Gli studenti frequentavano l’Escuela Normal Rural Raúl Isidro Burgos, un’università imbevuta di fermenti e slogan rivoluzionari. Le famiglie degli scomparsi aspettano lì, bevendo caffè, chiacchierando in piccoli gruppi e dormendo su materassi sistemati nelle classi e un po’ ovunque. Secondo alcuni attivisti dei diritti umani, gli studenti stavano organizzando una protesta il 2 ottobre contro i tagli all’università statale, ma pare che si siano scontrati con la polizia quando hanno cercato di rubare degli autobus per recarsi alla manifestazione.

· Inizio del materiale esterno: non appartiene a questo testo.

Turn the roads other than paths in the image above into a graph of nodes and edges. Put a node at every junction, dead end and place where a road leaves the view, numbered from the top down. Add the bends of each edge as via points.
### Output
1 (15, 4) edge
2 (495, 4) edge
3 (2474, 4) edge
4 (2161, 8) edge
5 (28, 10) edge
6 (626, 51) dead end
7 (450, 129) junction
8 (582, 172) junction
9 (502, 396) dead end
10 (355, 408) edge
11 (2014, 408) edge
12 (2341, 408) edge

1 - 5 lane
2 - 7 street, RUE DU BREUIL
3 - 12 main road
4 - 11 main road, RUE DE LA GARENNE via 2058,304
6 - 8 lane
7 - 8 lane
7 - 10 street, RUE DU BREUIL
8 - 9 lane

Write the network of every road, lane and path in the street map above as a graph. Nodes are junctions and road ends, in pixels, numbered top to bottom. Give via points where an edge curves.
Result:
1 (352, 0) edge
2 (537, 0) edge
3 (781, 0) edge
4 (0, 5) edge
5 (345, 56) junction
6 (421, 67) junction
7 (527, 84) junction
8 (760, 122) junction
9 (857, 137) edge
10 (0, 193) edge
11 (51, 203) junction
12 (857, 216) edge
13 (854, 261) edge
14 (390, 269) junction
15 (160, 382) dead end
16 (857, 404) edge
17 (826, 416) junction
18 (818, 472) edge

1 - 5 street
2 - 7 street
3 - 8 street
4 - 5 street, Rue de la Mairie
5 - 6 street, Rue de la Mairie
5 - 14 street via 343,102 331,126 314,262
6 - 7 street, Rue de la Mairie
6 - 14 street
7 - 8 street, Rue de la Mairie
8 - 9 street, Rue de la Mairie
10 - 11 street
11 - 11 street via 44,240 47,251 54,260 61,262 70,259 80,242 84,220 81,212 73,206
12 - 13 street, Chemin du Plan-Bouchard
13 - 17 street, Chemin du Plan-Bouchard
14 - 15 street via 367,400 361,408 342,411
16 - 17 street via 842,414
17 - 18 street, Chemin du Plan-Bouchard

«A volte non riesco a star seduta e pensare», dice una madre. Serra in pugno un pezzo di carta con la preghiera per “la Protezione del Prezioso Sangue di Nostro Signore Gesù Cristo”. Il marito se la prende con la farsa delle autorità: «Noi non possiamo cercare, non conosciamo la zona, e invece loro sanno dove si trovano. Che ci ridiano nostro figlio».